**TASK ITEM**
Gather up every line from the entries below that uses the word "Looksmart".

Saved entries:
* * *
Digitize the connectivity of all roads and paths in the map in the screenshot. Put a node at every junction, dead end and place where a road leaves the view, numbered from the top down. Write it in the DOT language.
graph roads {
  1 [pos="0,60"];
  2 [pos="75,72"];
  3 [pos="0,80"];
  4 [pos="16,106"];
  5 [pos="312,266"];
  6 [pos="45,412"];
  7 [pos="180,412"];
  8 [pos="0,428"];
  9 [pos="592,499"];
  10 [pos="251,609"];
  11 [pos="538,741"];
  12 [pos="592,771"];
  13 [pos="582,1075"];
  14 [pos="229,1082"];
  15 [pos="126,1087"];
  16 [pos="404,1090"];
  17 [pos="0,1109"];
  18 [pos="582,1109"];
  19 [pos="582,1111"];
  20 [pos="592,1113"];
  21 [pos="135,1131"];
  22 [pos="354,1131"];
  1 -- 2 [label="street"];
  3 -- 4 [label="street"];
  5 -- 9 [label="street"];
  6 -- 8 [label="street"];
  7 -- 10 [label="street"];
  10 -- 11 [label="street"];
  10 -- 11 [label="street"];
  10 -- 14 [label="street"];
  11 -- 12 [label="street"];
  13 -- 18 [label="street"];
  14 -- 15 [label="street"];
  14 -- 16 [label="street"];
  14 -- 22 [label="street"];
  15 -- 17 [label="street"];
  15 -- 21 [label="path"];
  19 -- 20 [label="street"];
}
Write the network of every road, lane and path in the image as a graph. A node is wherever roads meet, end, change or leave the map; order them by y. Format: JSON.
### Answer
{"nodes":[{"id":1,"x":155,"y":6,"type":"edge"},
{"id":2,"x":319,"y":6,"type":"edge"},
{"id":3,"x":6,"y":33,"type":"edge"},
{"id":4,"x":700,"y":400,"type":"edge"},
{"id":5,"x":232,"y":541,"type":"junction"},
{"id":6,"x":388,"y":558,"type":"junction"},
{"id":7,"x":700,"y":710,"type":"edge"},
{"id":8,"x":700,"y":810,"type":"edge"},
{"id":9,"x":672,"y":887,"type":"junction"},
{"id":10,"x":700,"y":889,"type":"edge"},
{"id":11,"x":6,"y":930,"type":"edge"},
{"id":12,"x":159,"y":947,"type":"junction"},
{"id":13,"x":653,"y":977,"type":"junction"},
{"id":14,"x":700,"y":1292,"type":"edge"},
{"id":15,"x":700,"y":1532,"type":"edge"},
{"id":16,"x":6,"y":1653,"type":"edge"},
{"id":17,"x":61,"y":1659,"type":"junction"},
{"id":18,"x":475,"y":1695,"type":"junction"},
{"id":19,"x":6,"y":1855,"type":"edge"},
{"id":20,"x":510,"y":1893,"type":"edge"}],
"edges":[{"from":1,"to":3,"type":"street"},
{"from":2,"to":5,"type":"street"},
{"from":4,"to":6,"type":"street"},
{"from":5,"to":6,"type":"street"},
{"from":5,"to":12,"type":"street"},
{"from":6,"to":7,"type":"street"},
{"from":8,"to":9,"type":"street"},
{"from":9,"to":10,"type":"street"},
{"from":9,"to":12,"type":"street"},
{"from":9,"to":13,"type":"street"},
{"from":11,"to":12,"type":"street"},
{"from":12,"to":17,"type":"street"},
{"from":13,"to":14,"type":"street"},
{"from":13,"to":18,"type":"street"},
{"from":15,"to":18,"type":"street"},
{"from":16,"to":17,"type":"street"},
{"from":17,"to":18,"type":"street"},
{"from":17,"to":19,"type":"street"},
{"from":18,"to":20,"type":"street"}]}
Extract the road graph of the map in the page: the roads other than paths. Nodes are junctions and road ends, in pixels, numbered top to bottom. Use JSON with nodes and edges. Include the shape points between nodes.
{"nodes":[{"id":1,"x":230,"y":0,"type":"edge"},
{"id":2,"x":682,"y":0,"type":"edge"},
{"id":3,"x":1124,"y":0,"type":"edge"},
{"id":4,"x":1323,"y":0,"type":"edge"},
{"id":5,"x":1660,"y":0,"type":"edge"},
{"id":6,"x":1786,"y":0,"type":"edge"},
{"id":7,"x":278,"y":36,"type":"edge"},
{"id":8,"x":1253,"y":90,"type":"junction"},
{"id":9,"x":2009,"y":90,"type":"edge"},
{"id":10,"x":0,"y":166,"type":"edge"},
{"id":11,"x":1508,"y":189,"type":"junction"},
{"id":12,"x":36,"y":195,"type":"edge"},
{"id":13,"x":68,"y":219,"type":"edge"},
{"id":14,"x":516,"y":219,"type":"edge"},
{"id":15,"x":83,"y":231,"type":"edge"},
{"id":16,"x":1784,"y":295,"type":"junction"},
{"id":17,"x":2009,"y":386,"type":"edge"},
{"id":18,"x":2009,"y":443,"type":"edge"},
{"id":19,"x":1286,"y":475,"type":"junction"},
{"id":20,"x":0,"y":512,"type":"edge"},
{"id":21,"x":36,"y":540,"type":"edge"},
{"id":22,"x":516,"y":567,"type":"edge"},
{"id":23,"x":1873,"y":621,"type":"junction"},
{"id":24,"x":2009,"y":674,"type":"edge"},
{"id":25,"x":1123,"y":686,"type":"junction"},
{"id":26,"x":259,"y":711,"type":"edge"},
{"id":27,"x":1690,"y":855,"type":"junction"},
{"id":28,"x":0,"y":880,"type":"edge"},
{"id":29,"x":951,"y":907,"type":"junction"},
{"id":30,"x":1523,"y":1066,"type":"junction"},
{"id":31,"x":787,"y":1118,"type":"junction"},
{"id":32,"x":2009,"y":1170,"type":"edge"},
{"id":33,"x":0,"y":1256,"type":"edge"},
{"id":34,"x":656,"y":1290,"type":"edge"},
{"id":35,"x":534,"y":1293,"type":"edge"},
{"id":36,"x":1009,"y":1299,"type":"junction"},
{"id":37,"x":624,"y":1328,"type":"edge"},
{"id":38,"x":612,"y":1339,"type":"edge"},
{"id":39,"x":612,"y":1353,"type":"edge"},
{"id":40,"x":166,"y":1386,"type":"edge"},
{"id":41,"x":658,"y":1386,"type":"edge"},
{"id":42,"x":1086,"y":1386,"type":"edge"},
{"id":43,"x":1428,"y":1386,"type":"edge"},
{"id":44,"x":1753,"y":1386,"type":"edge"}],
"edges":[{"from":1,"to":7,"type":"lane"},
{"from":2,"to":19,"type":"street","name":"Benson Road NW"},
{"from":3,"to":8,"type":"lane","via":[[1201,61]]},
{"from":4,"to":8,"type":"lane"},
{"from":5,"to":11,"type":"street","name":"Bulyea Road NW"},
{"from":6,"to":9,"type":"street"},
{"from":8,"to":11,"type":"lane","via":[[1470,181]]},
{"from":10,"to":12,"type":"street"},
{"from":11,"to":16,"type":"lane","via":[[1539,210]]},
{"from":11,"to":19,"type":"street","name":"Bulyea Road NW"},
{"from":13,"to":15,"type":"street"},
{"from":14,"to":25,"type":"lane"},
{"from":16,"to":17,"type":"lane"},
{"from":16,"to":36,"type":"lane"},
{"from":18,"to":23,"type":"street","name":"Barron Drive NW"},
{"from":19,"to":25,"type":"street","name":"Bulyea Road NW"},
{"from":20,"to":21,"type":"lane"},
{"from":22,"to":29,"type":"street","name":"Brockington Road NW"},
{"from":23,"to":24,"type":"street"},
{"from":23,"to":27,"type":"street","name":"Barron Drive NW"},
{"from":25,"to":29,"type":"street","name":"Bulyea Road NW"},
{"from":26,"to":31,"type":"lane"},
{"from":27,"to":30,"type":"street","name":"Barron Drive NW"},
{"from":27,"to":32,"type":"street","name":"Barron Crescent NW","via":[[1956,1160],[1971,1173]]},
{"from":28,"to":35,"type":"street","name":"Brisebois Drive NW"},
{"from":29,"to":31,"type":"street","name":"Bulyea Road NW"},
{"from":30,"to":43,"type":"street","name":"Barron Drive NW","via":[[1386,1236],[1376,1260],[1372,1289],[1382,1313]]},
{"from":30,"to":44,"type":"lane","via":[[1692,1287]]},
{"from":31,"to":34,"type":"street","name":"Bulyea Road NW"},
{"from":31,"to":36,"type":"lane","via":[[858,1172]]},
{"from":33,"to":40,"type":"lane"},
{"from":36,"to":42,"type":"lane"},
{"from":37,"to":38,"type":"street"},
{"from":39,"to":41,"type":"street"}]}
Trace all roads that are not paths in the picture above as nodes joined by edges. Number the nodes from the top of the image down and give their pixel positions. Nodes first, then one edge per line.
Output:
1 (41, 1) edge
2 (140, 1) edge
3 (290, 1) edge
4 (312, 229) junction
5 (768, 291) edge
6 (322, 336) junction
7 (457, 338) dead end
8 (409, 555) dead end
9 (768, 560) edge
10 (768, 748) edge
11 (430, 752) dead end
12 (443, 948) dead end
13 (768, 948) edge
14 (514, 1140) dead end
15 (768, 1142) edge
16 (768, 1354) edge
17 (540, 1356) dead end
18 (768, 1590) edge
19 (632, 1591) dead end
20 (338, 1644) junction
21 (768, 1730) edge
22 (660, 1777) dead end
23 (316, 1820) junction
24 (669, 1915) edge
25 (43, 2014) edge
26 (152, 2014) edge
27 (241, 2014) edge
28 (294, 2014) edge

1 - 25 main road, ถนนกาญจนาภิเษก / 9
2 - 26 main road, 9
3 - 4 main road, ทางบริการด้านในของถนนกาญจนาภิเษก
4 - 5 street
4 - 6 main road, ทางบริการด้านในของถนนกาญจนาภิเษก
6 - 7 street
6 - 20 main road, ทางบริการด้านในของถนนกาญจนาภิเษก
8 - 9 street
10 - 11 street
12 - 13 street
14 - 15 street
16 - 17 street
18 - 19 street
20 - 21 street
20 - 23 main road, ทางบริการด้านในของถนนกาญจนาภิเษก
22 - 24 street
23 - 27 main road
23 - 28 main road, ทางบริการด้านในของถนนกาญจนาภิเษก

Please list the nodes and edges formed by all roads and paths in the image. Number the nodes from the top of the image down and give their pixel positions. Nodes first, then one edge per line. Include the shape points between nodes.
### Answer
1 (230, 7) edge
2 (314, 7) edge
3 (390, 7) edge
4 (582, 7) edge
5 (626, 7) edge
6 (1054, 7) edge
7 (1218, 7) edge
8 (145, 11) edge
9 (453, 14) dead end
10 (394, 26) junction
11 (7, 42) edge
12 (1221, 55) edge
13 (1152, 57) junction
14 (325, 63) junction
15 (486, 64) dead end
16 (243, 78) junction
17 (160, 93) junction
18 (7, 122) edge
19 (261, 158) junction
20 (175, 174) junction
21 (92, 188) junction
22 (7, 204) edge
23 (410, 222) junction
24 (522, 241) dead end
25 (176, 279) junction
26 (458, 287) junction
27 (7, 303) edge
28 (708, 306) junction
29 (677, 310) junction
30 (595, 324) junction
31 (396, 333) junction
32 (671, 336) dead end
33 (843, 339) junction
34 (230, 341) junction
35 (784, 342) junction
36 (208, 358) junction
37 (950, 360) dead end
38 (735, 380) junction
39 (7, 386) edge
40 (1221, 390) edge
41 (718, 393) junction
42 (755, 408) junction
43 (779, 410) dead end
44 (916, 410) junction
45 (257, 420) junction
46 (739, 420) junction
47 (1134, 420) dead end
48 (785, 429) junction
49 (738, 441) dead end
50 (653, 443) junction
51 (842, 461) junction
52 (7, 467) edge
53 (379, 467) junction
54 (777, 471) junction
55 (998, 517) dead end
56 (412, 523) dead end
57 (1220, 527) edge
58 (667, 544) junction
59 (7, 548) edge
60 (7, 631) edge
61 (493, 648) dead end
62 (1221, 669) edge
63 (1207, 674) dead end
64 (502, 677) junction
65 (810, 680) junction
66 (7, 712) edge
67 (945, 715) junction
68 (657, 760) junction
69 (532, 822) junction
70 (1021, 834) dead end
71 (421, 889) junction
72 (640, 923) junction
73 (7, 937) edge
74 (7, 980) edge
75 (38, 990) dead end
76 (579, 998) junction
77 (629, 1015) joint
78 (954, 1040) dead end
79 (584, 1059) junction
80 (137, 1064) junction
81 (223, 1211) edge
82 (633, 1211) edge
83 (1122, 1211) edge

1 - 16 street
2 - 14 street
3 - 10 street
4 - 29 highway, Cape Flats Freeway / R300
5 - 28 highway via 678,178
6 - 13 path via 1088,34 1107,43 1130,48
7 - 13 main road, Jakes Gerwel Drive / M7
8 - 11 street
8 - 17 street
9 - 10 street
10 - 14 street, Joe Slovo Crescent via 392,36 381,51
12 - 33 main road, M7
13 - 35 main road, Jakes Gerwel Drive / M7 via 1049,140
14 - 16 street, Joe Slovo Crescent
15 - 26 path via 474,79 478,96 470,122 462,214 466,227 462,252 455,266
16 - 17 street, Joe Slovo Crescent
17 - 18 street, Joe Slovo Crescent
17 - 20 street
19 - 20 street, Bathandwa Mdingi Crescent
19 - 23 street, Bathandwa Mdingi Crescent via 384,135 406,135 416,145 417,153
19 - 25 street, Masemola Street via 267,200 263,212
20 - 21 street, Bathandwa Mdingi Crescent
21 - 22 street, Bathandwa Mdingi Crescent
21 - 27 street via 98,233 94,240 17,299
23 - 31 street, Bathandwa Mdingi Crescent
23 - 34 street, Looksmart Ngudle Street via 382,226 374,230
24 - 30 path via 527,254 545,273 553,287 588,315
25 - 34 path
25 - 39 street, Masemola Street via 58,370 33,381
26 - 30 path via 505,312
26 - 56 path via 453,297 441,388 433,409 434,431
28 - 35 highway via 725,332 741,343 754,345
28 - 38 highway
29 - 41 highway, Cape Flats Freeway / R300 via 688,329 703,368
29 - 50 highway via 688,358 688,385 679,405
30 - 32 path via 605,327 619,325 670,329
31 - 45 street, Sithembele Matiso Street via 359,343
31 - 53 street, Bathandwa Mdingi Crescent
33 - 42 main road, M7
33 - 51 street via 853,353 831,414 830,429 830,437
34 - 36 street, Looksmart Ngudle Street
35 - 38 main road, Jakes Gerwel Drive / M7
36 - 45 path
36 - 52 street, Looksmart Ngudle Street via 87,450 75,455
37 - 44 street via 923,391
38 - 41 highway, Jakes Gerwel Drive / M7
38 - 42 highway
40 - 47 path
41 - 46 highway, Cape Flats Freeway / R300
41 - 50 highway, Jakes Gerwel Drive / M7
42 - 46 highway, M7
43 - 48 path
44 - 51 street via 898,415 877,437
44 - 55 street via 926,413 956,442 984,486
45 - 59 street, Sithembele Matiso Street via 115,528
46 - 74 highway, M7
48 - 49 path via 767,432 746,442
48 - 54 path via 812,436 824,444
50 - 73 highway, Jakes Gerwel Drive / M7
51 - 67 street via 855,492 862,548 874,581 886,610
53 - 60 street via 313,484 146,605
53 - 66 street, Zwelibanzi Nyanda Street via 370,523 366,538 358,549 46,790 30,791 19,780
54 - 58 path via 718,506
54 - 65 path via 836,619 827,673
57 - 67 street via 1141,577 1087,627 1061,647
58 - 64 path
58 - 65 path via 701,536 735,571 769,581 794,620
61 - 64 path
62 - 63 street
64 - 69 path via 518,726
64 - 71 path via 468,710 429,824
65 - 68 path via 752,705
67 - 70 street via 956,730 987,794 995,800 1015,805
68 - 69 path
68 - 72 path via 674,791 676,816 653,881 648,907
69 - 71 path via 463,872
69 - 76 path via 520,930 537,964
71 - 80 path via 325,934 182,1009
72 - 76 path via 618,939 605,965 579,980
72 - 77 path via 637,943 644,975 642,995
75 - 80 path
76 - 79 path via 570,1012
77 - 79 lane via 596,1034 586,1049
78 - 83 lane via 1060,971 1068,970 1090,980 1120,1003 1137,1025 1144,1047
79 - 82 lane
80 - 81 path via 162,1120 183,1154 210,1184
* * *
**RESPONSE TO THIS EXERCISE**
23 - 34 street, Looksmart Ngudle Street via 382,226 374,230
34 - 36 street, Looksmart Ngudle Street
36 - 52 street, Looksmart Ngudle Street via 87,450 75,455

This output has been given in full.